In general, I think most Python developers would be happier with Clojure or
JavaScript written in a functional style (e.g. heavy use of tcomb,
Immutable.js, and transducers). I'm happier, at least.

[1] [https://gcanti.github.io/tcomb/](https://gcanti.github.io/tcomb/)

------
vram22
There is also PyDAL, which seems roughly at the same abstraction level as
SQLAlchemy Core:

[https://pypi.python.org/pypi/pyDAL](https://pypi.python.org/pypi/pyDAL)

Small example of use:

[http://jugad2.blogspot.in/2014/12/pydal-pure-python-
database...](http://jugad2.blogspot.in/2014/12/pydal-pure-python-database-
abstraction_30.html)

------
sergiotapia
Reminds me of RedbeanPHP:
[http://www.redbeanphp.com/index.php?p=/querying](http://www.redbeanphp.com/index.php?p=/querying)
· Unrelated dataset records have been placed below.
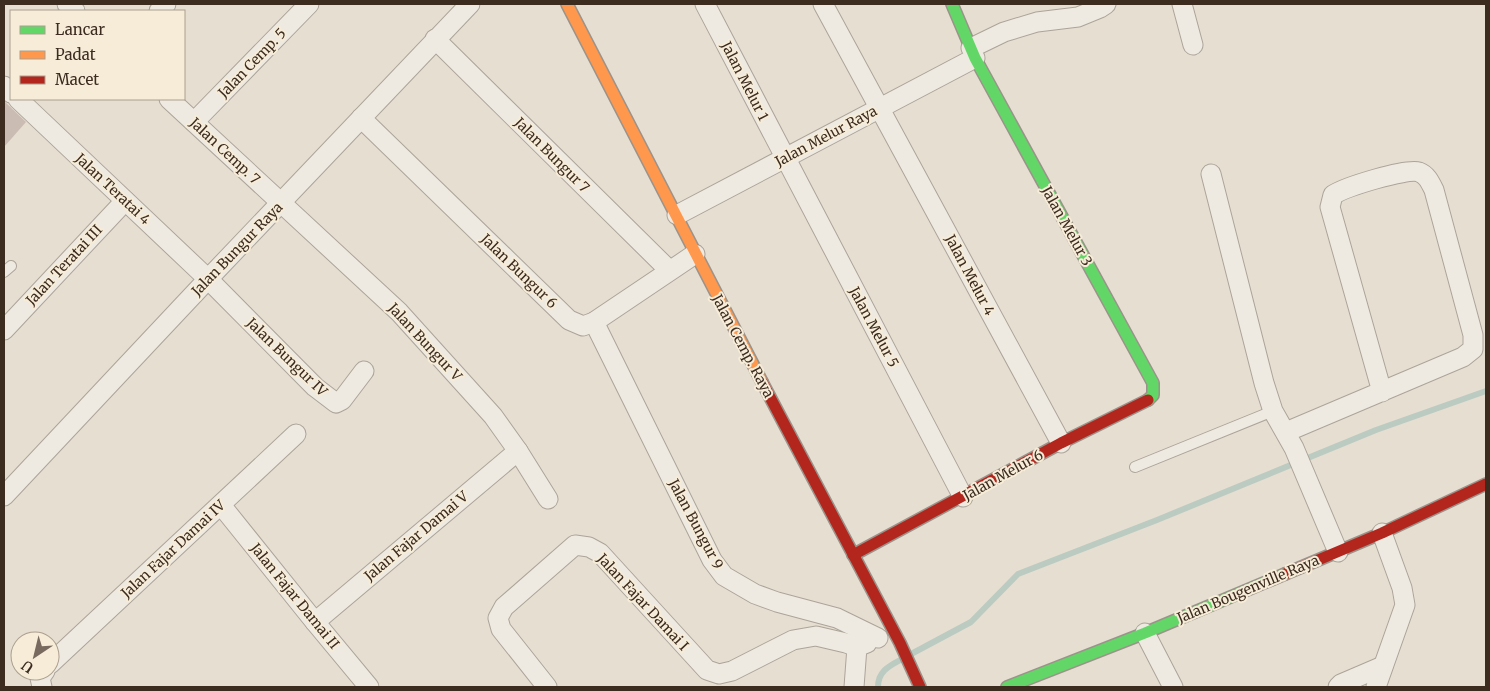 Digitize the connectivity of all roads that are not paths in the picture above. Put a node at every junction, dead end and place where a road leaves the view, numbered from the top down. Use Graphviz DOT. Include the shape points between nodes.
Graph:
graph roads {
  1 [pos="309,4"];
  2 [pos="470,4"];
  3 [pos="567,4"];
  4 [pos="705,4"];
  5 [pos="823,4"];
  6 [pos="952,4"];
  7 [pos="1106,4"];
  8 [pos="1182,4"];
  9 [pos="435,39"];
  10 [pos="1193,44"];
  11 [pos="973,53"];
  12 [pos="19,100"];
  13 [pos="170,100"];
  14 [pos="879,107"];
  15 [pos="361,118"];
  16 [pos="194,122"];
  17 [pos="785,158"];
  18 [pos="1211,174"];
  19 [pos="125,201"];
  20 [pos="282,203"];
  21 [pos="677,215"];
  22 [pos="695,254"];
  23 [pos="669,270"];
  24 [pos="208,279"];
  25 [pos="594,322"];
  26 [pos="4,330"];
  27 [pos="364,370"];
  28 [pos="1382,392"];
  29 [pos="1153,395"];
  30 [pos="1273,411"];
  31 [pos="296,434"];
  32 [pos="1290,440"];
  33 [pos="1061,443"];
  34 [pos="518,451"];
  35 [pos="1134,467"];
  36 [pos="1486,484"];
  37 [pos="4,496"];
  38 [pos="963,497"];
  39 [pos="548,499"];
  40 [pos="221,505"];
  41 [pos="1382,533"];
  42 [pos="1338,552"];
  43 [pos="853,555"];
  44 [pos="315,622"];
  45 [pos="1145,633"];
  46 [pos="891,638"];
  47 [pos="857,647"];
  48 [pos="60,655"];
  49 [pos="1383,666"];
  50 [pos="369,687"];
  51 [pos="547,687"];
  52 [pos="854,687"];
  53 [pos="920,687"];
  54 [pos="1007,687"];
  55 [pos="1173,687"];
  56 [pos="1338,687"];
  57 [pos="1376,687"];
  1 -- 16 [label="street, Jalan Cemp. 5"];
  2 -- 9 [label="street, Jalan Bungur Raya"];
  3 -- 21 [label="street, Jalan Cemp. Raya"];
  4 -- 17 [label="street, Jalan Melur 1"];
  5 -- 14 [label="street, Jalan Melur 4"];
  6 -- 11 [label="street, Jalan Melur 3"];
  7 -- 11 [label="street, Jalan Melur Raya" via="1078,17 1038,22 1004,32"];
  8 -- 10 [label="street"];
  9 -- 15 [label="street, Jalan Bungur Raya"];
  9 -- 23 [label="street, Jalan Bungur 7"];
  11 -- 14 [label="street, Jalan Melur Raya"];
  11 -- 29 [label="street, Jalan Melur 3" via="1153,383"];
  12 -- 19 [label="street, Jalan Teratai 4"];
  13 -- 16 [label="street, Jalan Cemp. 7"];
  14 -- 17 [label="street, Jalan Melur Raya"];
  14 -- 33 [label="street, Jalan Melur 4"];
  15 -- 20 [label="street, Jalan Bungur Raya"];
  15 -- 25 [label="street, Jalan Bungur 6" via="569,320 582,326"];
  16 -- 20 [label="street, Jalan Cemp. 7"];
  17 -- 21 [label="street, Jalan Melur Raya"];
  17 -- 38 [label="street, Jalan Melur 5"];
  18 -- 30 [label="street"];
  19 -- 24 [label="street, Jalan Teratai 4"];
  19 -- 26 [label="street, Jalan Teratai III"];
  20 -- 24 [label="street, Jalan Bungur Raya"];
  20 -- 34 [label="street, Jalan Bungur V" via="400,312 493,416"];
  21 -- 22 [label="street, Jalan Cemp. Raya"];
  22 -- 23 [label="street"];
  22 -- 43 [label="street, Jalan Cemp. Raya"];
  23 -- 25 [label="street"];
  24 -- 27 [label="street, Jalan Bungur IV" via="332,401 342,400"];
  24 -- 37 [label="street, Jalan Bungur Raya"];
  25 -- 46 [label="street, Jalan Bungur 9" via="712,560 724,576 755,594"];
  28 -- 28 [label="street" via="1330,207 1332,195 1342,190 1398,174 1418,172 1428,178 1434,190 1473,335 1473,349 1463,358"];
  28 -- 32 [label="street"];
  29 -- 33 [label="street, Jalan Melur 6" via="1146,402"];
  30 -- 32 [label="street"];
  30 -- 35 [label="lane"];
  31 -- 40 [label="street, Jalan Fajar Damai IV"];
  32 -- 42 [label="street"];
  33 -- 38 [label="street, Jalan Melur 6"];
  34 -- 39 [label="street, Jalan Bungur V"];
  34 -- 44 [label="street, Jalan Fajar Damai V"];
  36 -- 41 [label="street, Jalan Bougenville Raya"];
  38 -- 43 [label="street, Jalan Melur 6"];
  40 -- 44 [label="street, Jalan Fajar Damai II"];
  40 -- 48 [label="street, Jalan Fajar Damai IV"];
  41 -- 42 [label="street, Jalan Bougenville Raya"];
  41 -- 49 [label="street" via="1405,605"];
  42 -- 45 [label="street, Jalan Bougenville Raya"];
  43 -- 46 [label="street, Jalan Cemp. Raya"];
  44 -- 50 [label="street, Jalan Fajar Damai II"];
  45 -- 54 [label="street, Jalan Bougenville Raya"];
  45 -- 55 [label="street"];
  46 -- 47 [label="street"];
  46 -- 53 [label="street, Jalan Cemp. Raya" via="915,673"];
  47 -- 51 [label="street, Jalan Fajar Damai I" via="816,636 793,640 732,671 719,674 707,670 600,553 575,545 504,607 498,618 501,629"];
  47 -- 52 [label="street"];
  49 -- 56 [label="street"];
  49 -- 57 [label="street"];
}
You would just require the single redbean.php file, and you could query your
database. The fact that this library is similar is clearly a great sign!

------
bitwize
Eleven years ago I actually wrote something like this in Scheme for a bespoke
Web app. I called it QB (for Query Builder) and basically implemented a useful
subset of SQL as a macro-based language inside Scheme. When you unquoted
Scheme expressions into a query, it did the Right Thing in terms of escaping
strings, etc.

------
talideon
I'm not in the practice of self-promotion, but I'll just throw this out there:
[https://github.com/kgaughan/dbkit](https://github.com/kgaughan/dbkit)

------
malkia
Is there support for the binary protocol (it's much more faster for some
things) - e.g. avoid coverting back and forth floating point numbers.

------
heed
Overall cool wrapper but is it safe to simply overwrite the cursor variable
without closing it first? Will that clear fetched result sets out of memory?

------
Beltiras
I suppose this tool has it's place in the ecosystem. I just wonder why anyone
would use this when there are ORMs ....

EDIT: I'm not saying this is a waste of time from a developer who obviously
puts out quality projects. I'm saying I don't see _myself_ using it. I'm most
familiar and comfortable with the Django ORM and have overseen a large project
with it. There were several raw queries when I took over but once I left it
there were none and all the replacement I did was clean ORM queries more
performant than their raw SQL predecessors.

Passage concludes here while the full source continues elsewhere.